Cici had located one of the leftover bounche leaves and was busy playing with Kishi, moving the end of the leaf quickly past the big cat’s paw and causing him to try and catch it. Each time he missed, a deep thump sounded through the hut. It was a fun game with a housecat, but Kishi’s paws were nearly eight inches wide. Ranko rolled her eyes way back and looked up over the top of her head at Cici, who was right behind Ranko and crouched near Kishi’s bowl.

“Please don’t let him flip the water on my head,” Ranko said in a nasal tone with her throat strained from her posture. “I really don’t want the giant cat water bowl on my head.” Cici half-nodded, not really paying much attention to anything except Kishi alternately snapping his eyes back and forth and occasionally trying to gather up the bounche leaf with one paw and try to eat it.

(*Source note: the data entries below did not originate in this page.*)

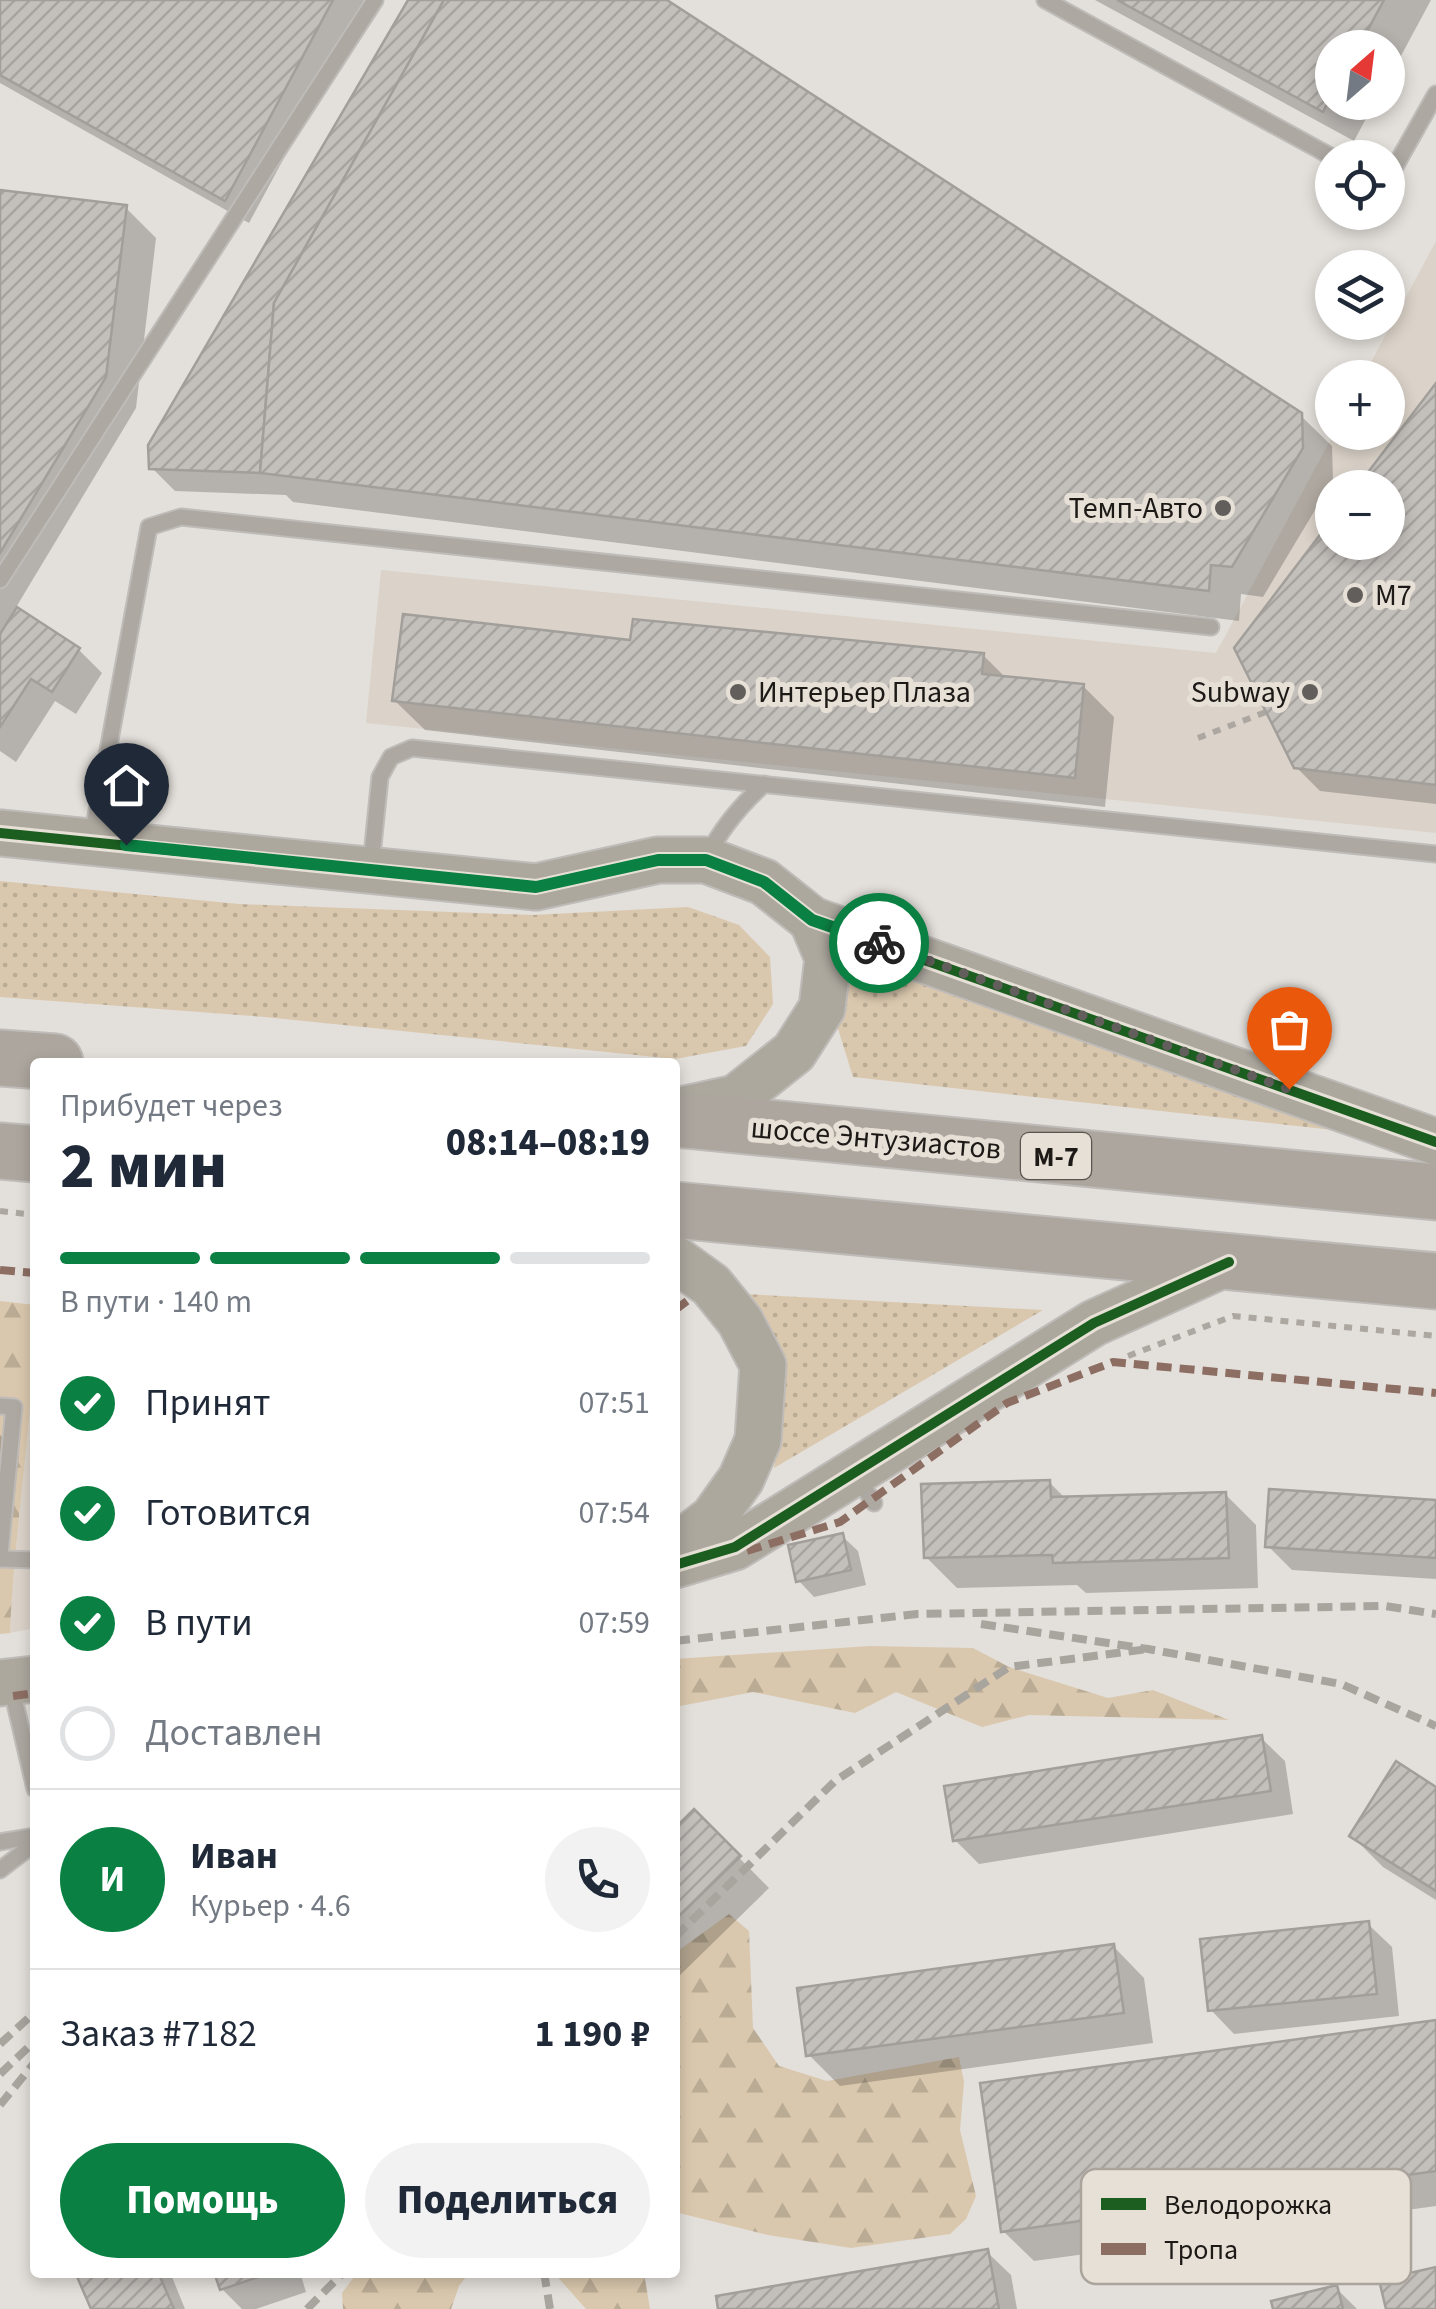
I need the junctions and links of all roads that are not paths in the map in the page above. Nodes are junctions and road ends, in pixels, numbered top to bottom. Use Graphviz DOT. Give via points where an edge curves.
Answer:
graph roads {
  1 [pos="375,0"];
  2 [pos="1045,0"];
  3 [pos="1436,94"];
  4 [pos="1315,148"];
  5 [pos="1405,149"];
  6 [pos="0,580"];
  7 [pos="1211,627"];
  8 [pos="764,784"];
  9 [pos="0,832"];
  10 [pos="91,842"];
  11 [pos="1436,854"];
  12 [pos="706,860"];
  13 [pos="371,869"];
  14 [pos="812,920"];
  15 [pos="0,1058"];
  16 [pos="30,1060"];
  17 [pos="680,1114"];
  18 [pos="680,1116"];
  19 [pos="1436,1142"];
  20 [pos="0,1151"];
  21 [pos="30,1154"];
  22 [pos="1436,1192"];
  23 [pos="680,1210"];
  24 [pos="1229,1262"];
  25 [pos="680,1263"];
  26 [pos="1436,1281"];
  27 [pos="0,1406"];
  28 [pos="680,1544"];
  29 [pos="0,1557"];
  30 [pos="30,1560"];
  31 [pos="680,1564"];
  32 [pos="15,1681"];
  33 [pos="30,1762"];
  34 [pos="30,1840"];
  35 [pos="0,1842"];
  36 [pos="30,1844"];
  37 [pos="0,1870"];
  1 -- 6 [label="lane"];
  2 -- 4 [label="lane"];
  3 -- 5 [label="lane"];
  7 -- 10 [label="lane" via="181,517 149,527"];
  8 -- 11 [label="lane"];
  8 -- 12 [label="lane" via="716,838"];
  8 -- 13 [label="lane" via="412,748 391,757 380,776"];
  9 -- 10 [label="street"];
  10 -- 13 [label="street"];
  12 -- 13 [label="street" via="658,860 536,887"];
  12 -- 14 [label="street" via="764,882"];
  14 -- 17 [label="street" via="828,958 822,1008 794,1052 736,1098"];
  14 -- 19 [label="street"];
  15 -- 16 [label="highway"];
  18 -- 22 [label="highway, шоссе Энтузиастов / М-7"];
  20 -- 21 [label="highway"];
  23 -- 24 [label="highway"];
  24 -- 26 [label="highway"];
  24 -- 31 [label="street" via="1094,1323 864,1489 735,1547"];
  25 -- 28 [label="street" via="711,1285 763,1364 758,1440 741,1479 713,1518"];
  27 -- 29 [label="lane" via="14,1407"];
  29 -- 30 [label="lane"];
  32 -- 33 [label="lane"];
  34 -- 35 [label="lane"];
  36 -- 37 [label="lane"];
}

“What have you got there?” Alanna asked Talitha, who was now sitting next to the salt pot with the small bottles lined up next to the ember stove in the center of the room.

“I think the potion that heals the Enuncia Curse will heal deafness, but we have to leave one of the ingredients out,” Talitha said very quietly.

“Which ingredient?” Ranko asked, trying to turn so she could see and being rewarded with a fresh spike of pain down her left side. “Gahh..” she muttered to herself. “Why did I move this way? Why not that way…?”

“What’s in all those little bottles?” Cici asked. “Are all those magic potions?”

Talitha smiled.

“No, these are just the ingredients. They’re called reagents. By themselves they aren’t really magical, but if an alchemist mixes them together in the right proportions with the right pestle, then they can become magical,” the Warrior of the Forest replied.

“What’s proportions?” Cici asked.

“That’s how much of each thing you add,” Ranko said, her voice forced as she tried to prop herself up on one elbow without destroying Talitha’s finely-crafted bandage.

“A drop from one bottle, two drops from the next,” Alanna said. “If you get enough of each ingredient added, it’s like a recipe. The amounts of each ingredient from each bottle are called proportions when you compare them to each other.”

“But we have to be sure we’ve got all the right drops,” Ranko said. “Otherwise we might turn our tall pal here into a beetle or something.”

Talitha gently set the two bottles she was holding down and sat back and stared. She was suddenly concerned she might actually make such a catastrophic mistake. Talitha folded her arms around her shoulders. Alanna could almost see the confidence drain from her face.

“Talitha,” Alanna said calmly and evenly. Talitha looked up with a quiet expression of genuine fear. “Ranko was just kidding. You’re the only one of us smart enough to know how to mix these things. Just do your best,” Alanna smiled encouragingly. It was just enough to give Talitha’s razor-sharp mind an edge over her alarm. She gingerly picked the bottles back up and began examining them again.

Alanna silently frowned and made a face at Ranko to try and remind her watch the off-hand remarks. Ranko nodded and looked up at Shannon, who stared out the window into the dense thicket.